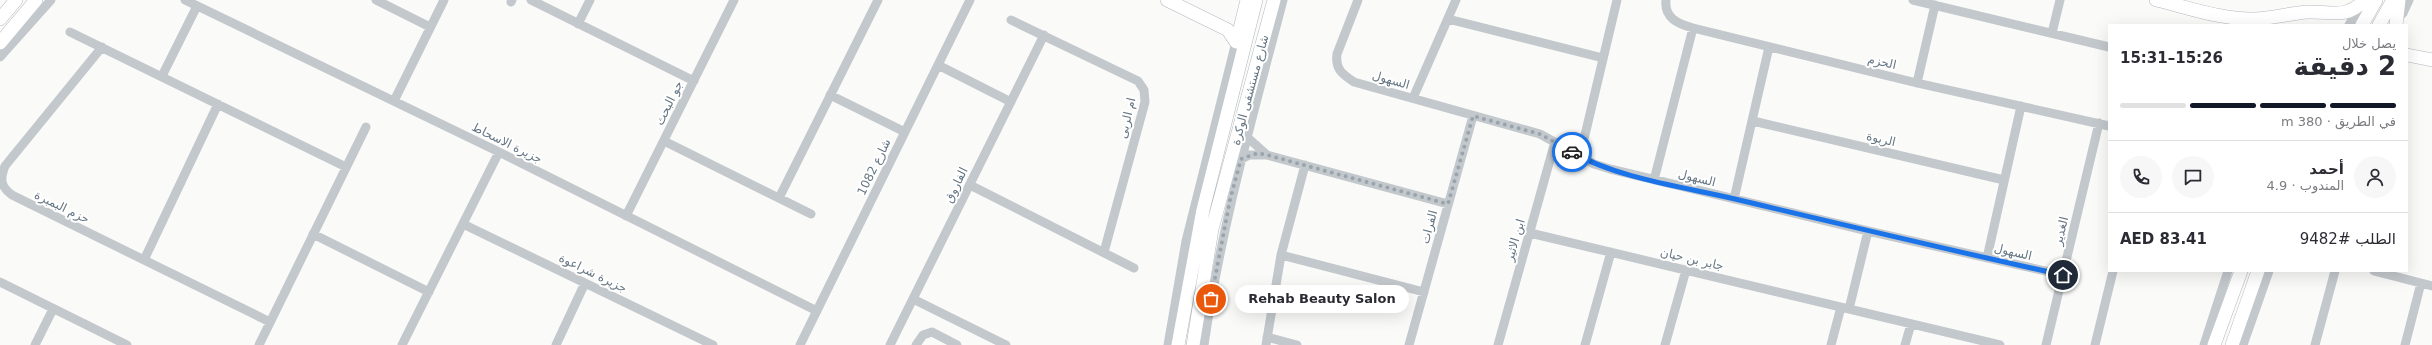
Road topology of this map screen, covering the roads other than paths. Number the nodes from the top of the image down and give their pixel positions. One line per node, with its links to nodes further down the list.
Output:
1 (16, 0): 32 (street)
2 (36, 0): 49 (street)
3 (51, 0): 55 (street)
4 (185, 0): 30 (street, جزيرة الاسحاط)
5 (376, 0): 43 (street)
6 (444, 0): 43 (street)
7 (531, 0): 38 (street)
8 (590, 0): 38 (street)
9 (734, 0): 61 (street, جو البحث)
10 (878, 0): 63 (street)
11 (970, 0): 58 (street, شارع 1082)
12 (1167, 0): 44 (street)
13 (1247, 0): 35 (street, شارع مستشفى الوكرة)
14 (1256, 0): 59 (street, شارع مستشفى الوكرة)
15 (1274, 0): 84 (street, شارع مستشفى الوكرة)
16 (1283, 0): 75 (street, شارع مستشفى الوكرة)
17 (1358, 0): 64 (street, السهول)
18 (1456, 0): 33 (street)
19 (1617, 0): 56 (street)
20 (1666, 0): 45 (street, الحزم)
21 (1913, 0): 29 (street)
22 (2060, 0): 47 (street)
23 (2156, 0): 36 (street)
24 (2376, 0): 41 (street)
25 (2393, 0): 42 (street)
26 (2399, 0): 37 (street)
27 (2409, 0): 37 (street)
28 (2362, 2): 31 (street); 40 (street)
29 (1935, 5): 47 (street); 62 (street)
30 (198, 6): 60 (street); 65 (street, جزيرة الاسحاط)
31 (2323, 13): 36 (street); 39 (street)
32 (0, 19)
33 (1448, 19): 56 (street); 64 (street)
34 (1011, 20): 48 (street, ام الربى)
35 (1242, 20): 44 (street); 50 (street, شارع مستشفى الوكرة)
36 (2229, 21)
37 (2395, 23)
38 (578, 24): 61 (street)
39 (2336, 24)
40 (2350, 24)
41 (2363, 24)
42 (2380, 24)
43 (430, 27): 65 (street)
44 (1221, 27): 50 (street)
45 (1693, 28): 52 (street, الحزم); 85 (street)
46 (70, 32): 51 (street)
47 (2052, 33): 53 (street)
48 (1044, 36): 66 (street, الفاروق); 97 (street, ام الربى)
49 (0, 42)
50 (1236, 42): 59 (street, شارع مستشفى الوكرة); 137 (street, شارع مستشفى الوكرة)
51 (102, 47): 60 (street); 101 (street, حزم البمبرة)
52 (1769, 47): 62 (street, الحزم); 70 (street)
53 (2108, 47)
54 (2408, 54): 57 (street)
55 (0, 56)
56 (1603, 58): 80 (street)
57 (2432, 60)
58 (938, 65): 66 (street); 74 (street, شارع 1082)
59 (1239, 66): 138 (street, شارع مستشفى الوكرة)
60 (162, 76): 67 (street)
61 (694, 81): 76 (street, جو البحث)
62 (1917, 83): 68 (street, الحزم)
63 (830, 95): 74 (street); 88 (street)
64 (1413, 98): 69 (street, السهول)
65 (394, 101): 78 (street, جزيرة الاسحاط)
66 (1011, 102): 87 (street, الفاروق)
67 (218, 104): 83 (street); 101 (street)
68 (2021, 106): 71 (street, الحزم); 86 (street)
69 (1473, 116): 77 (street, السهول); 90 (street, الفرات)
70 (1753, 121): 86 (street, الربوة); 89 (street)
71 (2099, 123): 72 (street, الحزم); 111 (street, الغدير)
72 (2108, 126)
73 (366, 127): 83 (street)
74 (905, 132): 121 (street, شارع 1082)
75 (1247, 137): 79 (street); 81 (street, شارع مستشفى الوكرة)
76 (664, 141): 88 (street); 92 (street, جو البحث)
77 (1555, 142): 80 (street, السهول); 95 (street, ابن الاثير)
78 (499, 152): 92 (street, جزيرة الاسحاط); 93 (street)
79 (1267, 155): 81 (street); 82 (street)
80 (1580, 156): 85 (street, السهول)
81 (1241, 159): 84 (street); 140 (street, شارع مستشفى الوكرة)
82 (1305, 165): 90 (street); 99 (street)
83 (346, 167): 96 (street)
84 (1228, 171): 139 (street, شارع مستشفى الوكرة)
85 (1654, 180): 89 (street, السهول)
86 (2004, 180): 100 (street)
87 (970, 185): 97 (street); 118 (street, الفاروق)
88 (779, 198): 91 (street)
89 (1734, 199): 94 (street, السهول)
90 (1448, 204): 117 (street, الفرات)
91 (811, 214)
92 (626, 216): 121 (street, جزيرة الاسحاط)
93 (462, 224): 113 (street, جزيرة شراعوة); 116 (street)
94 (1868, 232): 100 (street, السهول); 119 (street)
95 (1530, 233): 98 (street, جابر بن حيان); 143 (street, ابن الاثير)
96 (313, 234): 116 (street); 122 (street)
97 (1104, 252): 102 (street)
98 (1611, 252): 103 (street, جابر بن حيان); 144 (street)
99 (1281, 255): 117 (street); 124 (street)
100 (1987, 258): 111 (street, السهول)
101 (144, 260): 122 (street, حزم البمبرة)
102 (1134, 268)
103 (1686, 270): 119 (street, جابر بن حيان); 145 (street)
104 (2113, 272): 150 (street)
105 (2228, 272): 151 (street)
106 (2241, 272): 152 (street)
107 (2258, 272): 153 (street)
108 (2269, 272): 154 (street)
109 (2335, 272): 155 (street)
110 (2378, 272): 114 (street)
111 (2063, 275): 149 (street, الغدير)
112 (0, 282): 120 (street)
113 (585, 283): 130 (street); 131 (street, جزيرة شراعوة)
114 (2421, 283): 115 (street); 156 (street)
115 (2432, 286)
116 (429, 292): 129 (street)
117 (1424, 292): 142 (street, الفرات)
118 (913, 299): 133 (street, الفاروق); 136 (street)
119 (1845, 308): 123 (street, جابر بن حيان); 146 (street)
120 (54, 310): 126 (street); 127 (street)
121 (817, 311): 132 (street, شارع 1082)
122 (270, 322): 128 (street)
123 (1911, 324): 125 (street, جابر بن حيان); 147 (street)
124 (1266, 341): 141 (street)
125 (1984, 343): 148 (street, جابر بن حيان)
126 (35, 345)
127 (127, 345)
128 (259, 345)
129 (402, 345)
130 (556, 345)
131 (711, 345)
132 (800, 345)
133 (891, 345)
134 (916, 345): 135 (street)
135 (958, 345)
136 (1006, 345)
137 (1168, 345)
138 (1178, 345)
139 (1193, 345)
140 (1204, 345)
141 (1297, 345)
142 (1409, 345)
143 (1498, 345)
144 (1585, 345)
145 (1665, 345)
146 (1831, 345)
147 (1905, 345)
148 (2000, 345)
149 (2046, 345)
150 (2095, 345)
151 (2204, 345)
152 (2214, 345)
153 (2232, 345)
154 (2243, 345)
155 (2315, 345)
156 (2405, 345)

...

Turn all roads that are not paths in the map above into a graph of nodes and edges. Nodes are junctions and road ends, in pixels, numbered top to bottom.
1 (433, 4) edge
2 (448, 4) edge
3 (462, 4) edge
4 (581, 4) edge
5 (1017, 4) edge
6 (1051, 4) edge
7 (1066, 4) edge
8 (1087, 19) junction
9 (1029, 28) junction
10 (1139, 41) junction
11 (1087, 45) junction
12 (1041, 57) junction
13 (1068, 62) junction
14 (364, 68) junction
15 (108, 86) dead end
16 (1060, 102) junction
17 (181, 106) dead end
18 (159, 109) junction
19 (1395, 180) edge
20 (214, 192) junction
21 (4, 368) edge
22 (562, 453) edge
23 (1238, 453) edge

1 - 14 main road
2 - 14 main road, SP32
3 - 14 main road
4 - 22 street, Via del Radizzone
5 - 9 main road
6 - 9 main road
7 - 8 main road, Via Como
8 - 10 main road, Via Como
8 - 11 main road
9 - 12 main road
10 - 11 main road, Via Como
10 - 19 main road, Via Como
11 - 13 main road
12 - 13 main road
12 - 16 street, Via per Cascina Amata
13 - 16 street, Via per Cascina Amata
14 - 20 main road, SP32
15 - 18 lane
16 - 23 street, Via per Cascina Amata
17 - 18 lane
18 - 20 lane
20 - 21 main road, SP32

_WORK INSTRUCTION_
Respond with one number, the count of lines of the material that include "roads".

_RESULT OF THIS EXERCISE_
2